--- START ---

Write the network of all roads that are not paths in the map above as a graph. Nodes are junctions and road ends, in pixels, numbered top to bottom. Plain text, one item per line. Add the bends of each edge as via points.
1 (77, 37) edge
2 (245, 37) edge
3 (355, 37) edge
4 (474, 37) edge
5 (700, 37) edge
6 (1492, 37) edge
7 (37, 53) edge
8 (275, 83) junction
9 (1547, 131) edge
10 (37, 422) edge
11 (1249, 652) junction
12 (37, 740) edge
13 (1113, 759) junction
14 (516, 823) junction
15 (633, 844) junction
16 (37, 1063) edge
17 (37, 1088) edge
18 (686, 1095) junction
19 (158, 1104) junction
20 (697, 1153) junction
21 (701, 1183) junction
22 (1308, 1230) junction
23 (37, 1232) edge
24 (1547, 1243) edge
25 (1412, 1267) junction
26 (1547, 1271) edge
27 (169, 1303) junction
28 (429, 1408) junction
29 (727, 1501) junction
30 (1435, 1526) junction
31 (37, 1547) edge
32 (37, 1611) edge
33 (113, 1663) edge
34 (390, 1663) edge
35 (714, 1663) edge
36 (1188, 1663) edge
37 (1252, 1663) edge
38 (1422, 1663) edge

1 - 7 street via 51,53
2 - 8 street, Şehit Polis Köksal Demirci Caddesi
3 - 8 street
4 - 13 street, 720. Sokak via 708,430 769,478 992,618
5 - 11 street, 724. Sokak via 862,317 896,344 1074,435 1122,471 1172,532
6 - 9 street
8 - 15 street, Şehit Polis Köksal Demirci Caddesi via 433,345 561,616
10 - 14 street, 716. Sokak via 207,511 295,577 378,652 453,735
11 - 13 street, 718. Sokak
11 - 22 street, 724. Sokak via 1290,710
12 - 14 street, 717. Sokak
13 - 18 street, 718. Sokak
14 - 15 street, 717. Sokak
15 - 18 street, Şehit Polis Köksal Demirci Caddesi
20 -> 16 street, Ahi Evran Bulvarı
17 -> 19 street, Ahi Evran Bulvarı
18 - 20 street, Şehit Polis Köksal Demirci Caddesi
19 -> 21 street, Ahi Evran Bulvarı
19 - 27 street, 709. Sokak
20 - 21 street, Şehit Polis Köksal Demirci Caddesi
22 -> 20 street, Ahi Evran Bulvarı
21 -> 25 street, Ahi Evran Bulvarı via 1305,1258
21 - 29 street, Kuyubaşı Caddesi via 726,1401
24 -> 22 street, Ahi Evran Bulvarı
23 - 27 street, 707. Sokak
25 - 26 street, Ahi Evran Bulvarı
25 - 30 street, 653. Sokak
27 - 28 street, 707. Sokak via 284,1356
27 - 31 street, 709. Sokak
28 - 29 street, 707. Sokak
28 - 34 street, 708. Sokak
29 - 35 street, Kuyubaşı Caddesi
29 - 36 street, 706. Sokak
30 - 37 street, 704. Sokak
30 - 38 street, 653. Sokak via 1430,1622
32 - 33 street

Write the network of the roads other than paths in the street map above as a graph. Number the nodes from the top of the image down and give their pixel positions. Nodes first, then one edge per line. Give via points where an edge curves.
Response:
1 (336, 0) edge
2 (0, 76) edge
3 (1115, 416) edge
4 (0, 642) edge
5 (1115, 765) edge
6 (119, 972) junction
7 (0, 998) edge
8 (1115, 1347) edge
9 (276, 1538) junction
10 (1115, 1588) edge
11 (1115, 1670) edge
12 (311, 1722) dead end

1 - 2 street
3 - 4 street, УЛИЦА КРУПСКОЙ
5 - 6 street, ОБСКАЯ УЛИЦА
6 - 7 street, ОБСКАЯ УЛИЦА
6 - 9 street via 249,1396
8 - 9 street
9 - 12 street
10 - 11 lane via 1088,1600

--- END ---

*TASK TO CARRY OUT*. This exercise requires all the entries to be written out again exactly.

*ANSWER TO THE PROBLEM*.
Write the network of all roads that are not paths in the map above as a graph. Nodes are junctions and road ends, in pixels, numbered top to bottom. Plain text, one item per line. Add the bends of each edge as via points.
1 (77, 37) edge
2 (245, 37) edge
3 (355, 37) edge
4 (474, 37) edge
5 (700, 37) edge
6 (1492, 37) edge
7 (37, 53) edge
8 (275, 83) junction
9 (1547, 131) edge
10 (37, 422) edge
11 (1249, 652) junction
12 (37, 740) edge
13 (1113, 759) junction
14 (516, 823) junction
15 (633, 844) junction
16 (37, 1063) edge
17 (37, 1088) edge
18 (686, 1095) junction
19 (158, 1104) junction
20 (697, 1153) junction
21 (701, 1183) junction
22 (1308, 1230) junction
23 (37, 1232) edge
24 (1547, 1243) edge
25 (1412, 1267) junction
26 (1547, 1271) edge
27 (169, 1303) junction
28 (429, 1408) junction
29 (727, 1501) junction
30 (1435, 1526) junction
31 (37, 1547) edge
32 (37, 1611) edge
33 (113, 1663) edge
34 (390, 1663) edge
35 (714, 1663) edge
36 (1188, 1663) edge
37 (1252, 1663) edge
38 (1422, 1663) edge

1 - 7 street via 51,53
2 - 8 street, Şehit Polis Köksal Demirci Caddesi
3 - 8 street
4 - 13 street, 720. Sokak via 708,430 769,478 992,618
5 - 11 street, 724. Sokak via 862,317 896,344 1074,435 1122,471 1172,532
6 - 9 street
8 - 15 street, Şehit Polis Köksal Demirci Caddesi via 433,345 561,616
10 - 14 street, 716. Sokak via 207,511 295,577 378,652 453,735
11 - 13 street, 718. Sokak
11 - 22 street, 724. Sokak via 1290,710
12 - 14 street, 717. Sokak
13 - 18 street, 718. Sokak
14 - 15 street, 717. Sokak
15 - 18 street, Şehit Polis Köksal Demirci Caddesi
20 -> 16 street, Ahi Evran Bulvarı
17 -> 19 street, Ahi Evran Bulvarı
18 - 20 street, Şehit Polis Köksal Demirci Caddesi
19 -> 21 street, Ahi Evran Bulvarı
19 - 27 street, 709. Sokak
20 - 21 street, Şehit Polis Köksal Demirci Caddesi
22 -> 20 street, Ahi Evran Bulvarı
21 -> 25 street, Ahi Evran Bulvarı via 1305,1258
21 - 29 street, Kuyubaşı Caddesi via 726,1401
24 -> 22 street, Ahi Evran Bulvarı
23 - 27 street, 707. Sokak
25 - 26 street, Ahi Evran Bulvarı
25 - 30 street, 653. Sokak
27 - 28 street, 707. Sokak via 284,1356
27 - 31 street, 709. Sokak
28 - 29 street, 707. Sokak
28 - 34 street, 708. Sokak
29 - 35 street, Kuyubaşı Caddesi
29 - 36 street, 706. Sokak
30 - 37 street, 704. Sokak
30 - 38 street, 653. Sokak via 1430,1622
32 - 33 street

Write the network of the roads other than paths in the street map above as a graph. Number the nodes from the top of the image down and give their pixel positions. Nodes first, then one edge per line. Give via points where an edge curves.
Response:
1 (336, 0) edge
2 (0, 76) edge
3 (1115, 416) edge
4 (0, 642) edge
5 (1115, 765) edge
6 (119, 972) junction
7 (0, 998) edge
8 (1115, 1347) edge
9 (276, 1538) junction
10 (1115, 1588) edge
11 (1115, 1670) edge
12 (311, 1722) dead end

1 - 2 street
3 - 4 street, УЛИЦА КРУПСКОЙ
5 - 6 street, ОБСКАЯ УЛИЦА
6 - 7 street, ОБСКАЯ УЛИЦА
6 - 9 street via 249,1396
8 - 9 street
9 - 12 street
10 - 11 lane via 1088,1600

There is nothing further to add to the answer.